TASK STATEMENT:
State the number of lines in the following data that include the word "Советская", with no other text.

DATA TO EXAMINE:
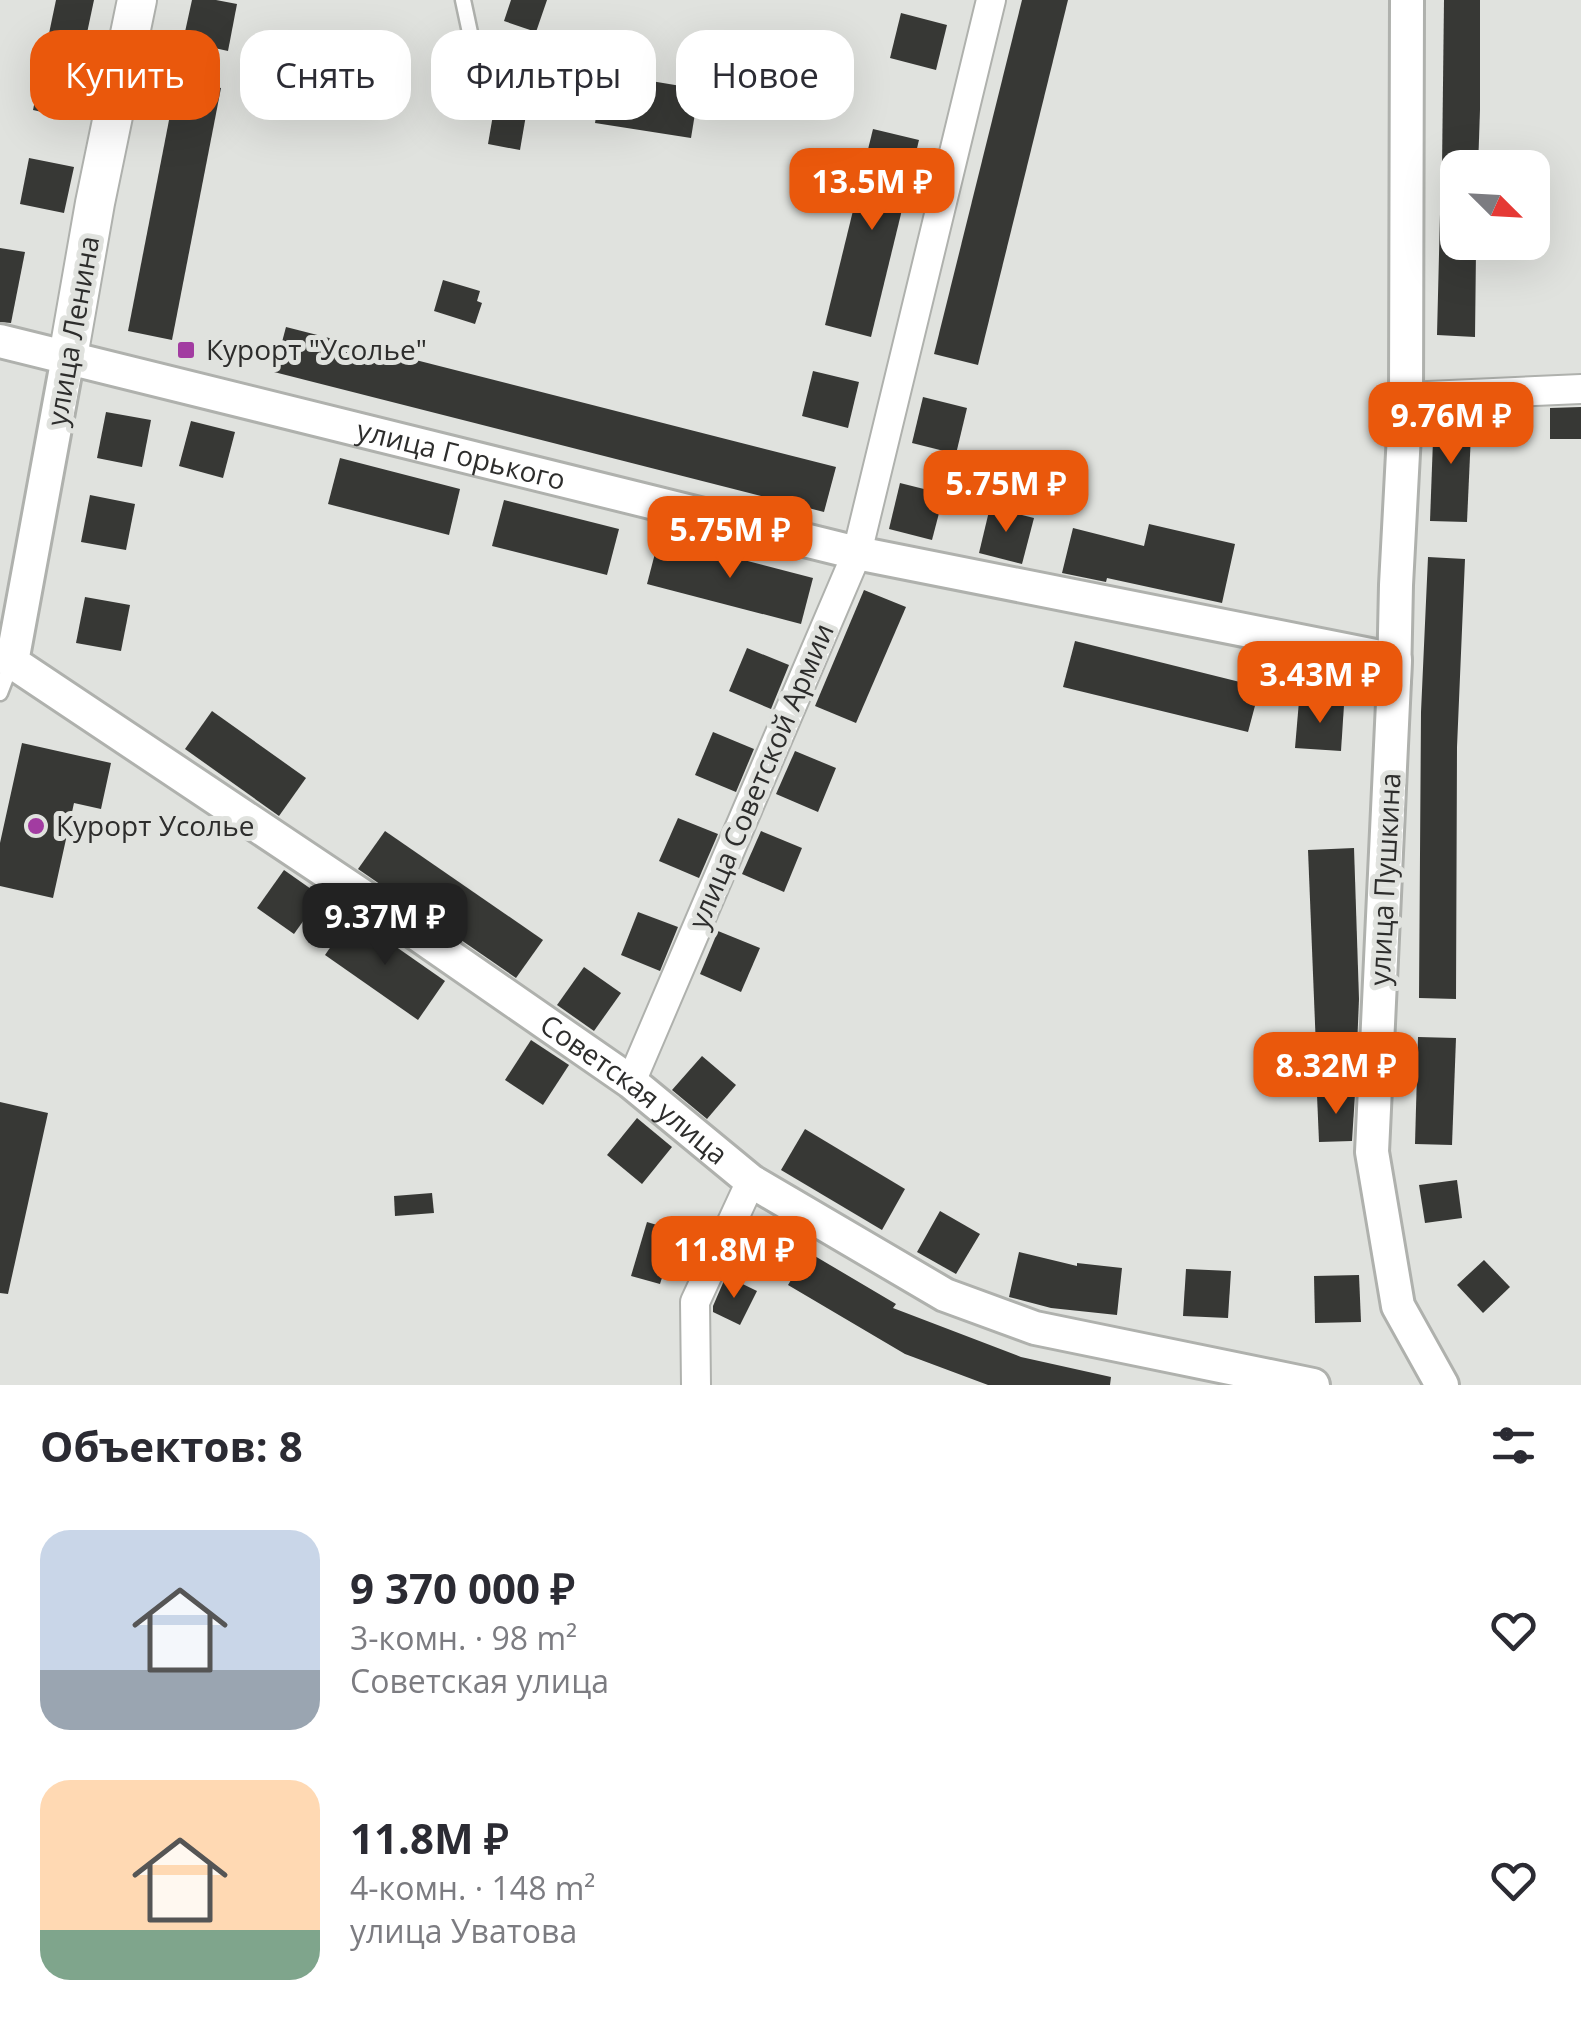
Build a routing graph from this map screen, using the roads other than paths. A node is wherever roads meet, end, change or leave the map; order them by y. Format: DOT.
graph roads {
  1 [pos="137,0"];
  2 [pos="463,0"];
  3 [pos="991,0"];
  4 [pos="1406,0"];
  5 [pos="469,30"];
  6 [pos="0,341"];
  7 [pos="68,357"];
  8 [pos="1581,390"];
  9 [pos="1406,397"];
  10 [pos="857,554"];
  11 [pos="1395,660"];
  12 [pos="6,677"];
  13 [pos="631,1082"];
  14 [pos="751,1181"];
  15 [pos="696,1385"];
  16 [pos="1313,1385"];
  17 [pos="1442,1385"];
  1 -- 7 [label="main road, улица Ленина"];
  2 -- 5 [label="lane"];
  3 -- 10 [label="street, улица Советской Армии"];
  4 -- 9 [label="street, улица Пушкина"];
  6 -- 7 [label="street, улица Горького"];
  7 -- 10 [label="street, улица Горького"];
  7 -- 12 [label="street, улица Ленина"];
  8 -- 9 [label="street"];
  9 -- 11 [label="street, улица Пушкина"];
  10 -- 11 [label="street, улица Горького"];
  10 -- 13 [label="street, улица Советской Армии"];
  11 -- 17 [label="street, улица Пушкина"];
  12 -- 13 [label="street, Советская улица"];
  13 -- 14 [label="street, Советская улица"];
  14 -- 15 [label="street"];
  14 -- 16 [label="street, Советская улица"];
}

REPLY:
3